**THE PROBLEM**
Without copying the images, write out all the entries below verbatim.

= = =

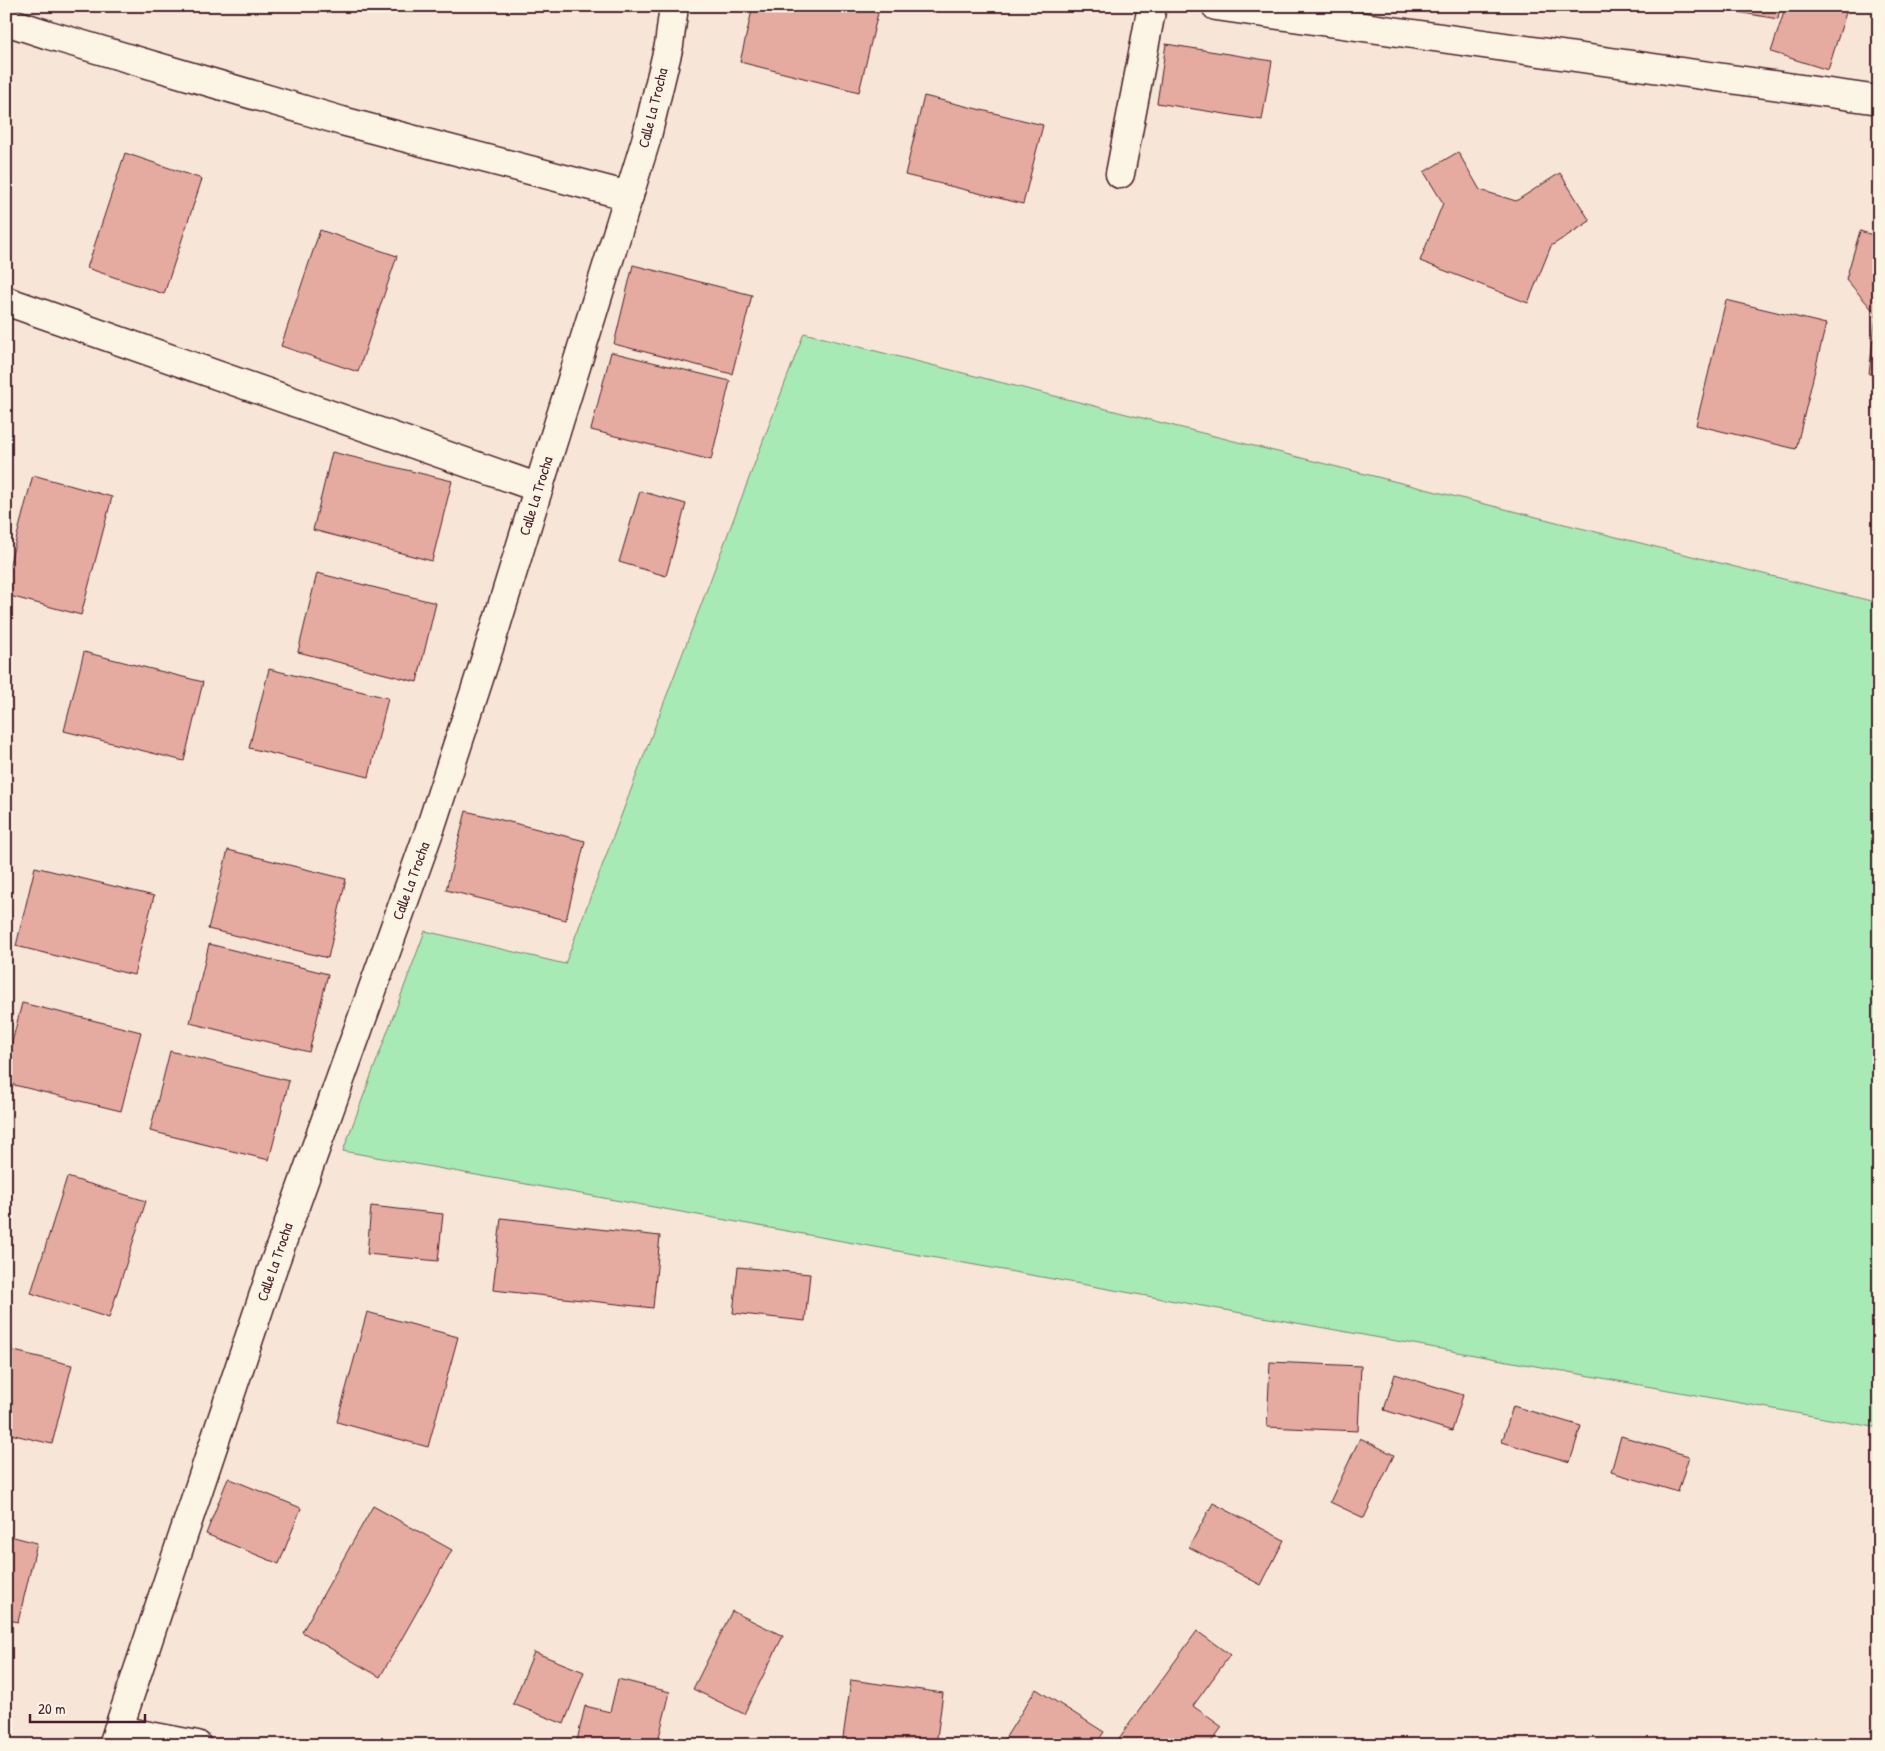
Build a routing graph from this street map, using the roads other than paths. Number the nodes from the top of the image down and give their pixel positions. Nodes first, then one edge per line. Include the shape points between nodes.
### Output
1 (674, 6) edge
2 (1152, 6) edge
3 (1216, 6) edge
4 (6, 21) edge
5 (1879, 100) edge
6 (1120, 174) dead end
7 (629, 196) junction
8 (6, 300) edge
9 (539, 488) junction
10 (116, 1737) edge
11 (196, 1745) edge

1 - 7 street, Calle La Trocha via 660,88
2 - 6 street
3 - 5 street
4 - 7 street via 342,121
7 - 9 street, Calle La Trocha
8 - 9 street
9 - 10 street, Calle La Trocha via 431,826 278,1252
10 - 11 street

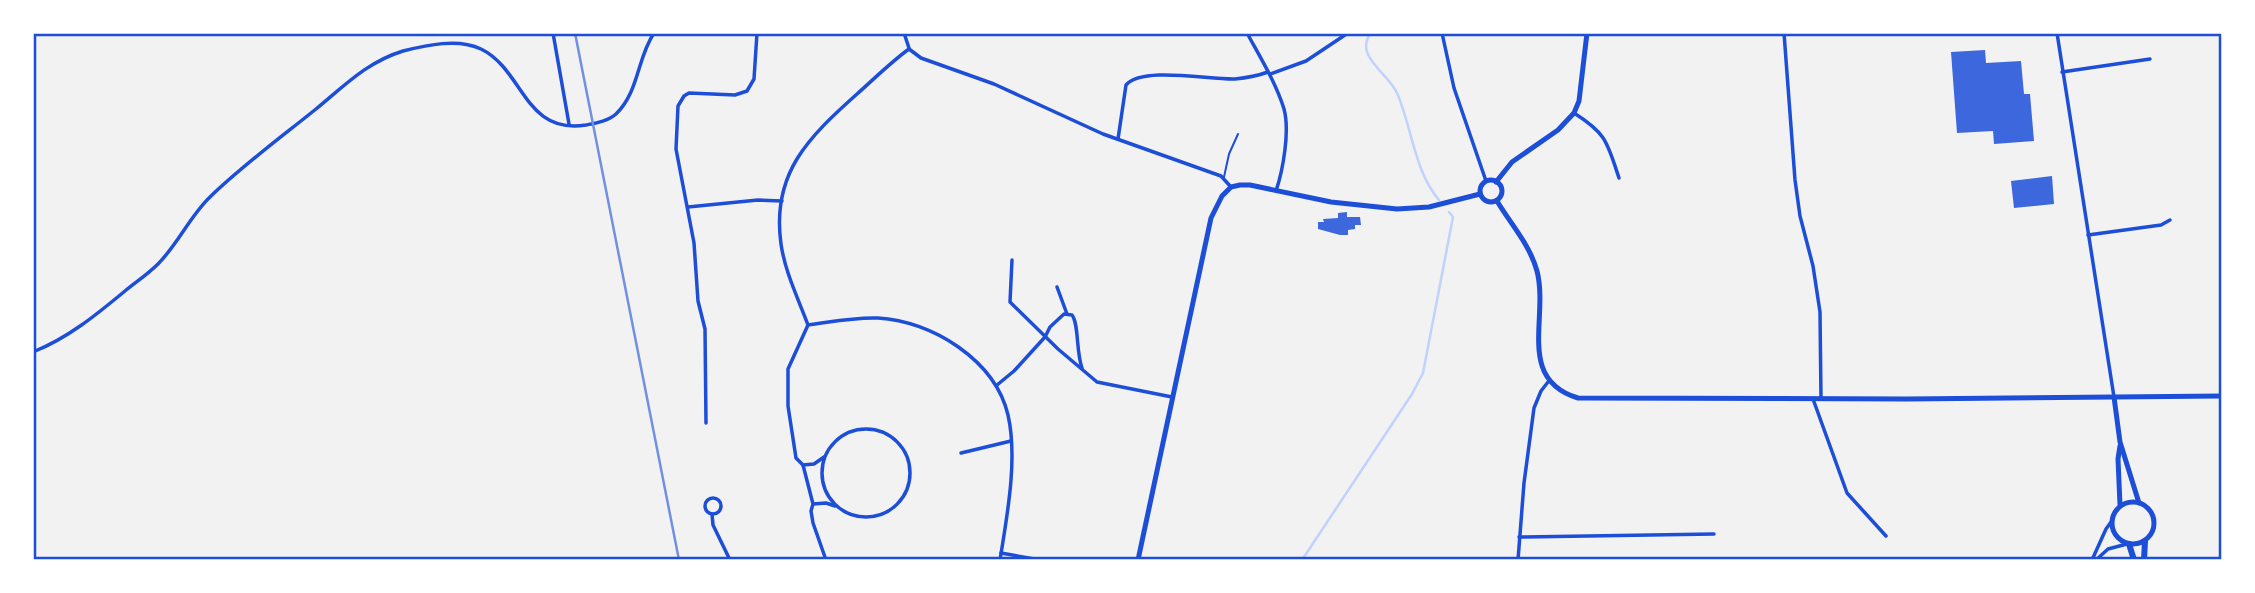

= = =

**ANSWER**
Build a routing graph from this street map, using the roads other than paths. Number the nodes from the top of the image down and give their pixel positions. Nodes first, then one edge per line. Include the shape points between nodes.
### Output
1 (674, 6) edge
2 (1152, 6) edge
3 (1216, 6) edge
4 (6, 21) edge
5 (1879, 100) edge
6 (1120, 174) dead end
7 (629, 196) junction
8 (6, 300) edge
9 (539, 488) junction
10 (116, 1737) edge
11 (196, 1745) edge

1 - 7 street, Calle La Trocha via 660,88
2 - 6 street
3 - 5 street
4 - 7 street via 342,121
7 - 9 street, Calle La Trocha
8 - 9 street
9 - 10 street, Calle La Trocha via 431,826 278,1252
10 - 11 street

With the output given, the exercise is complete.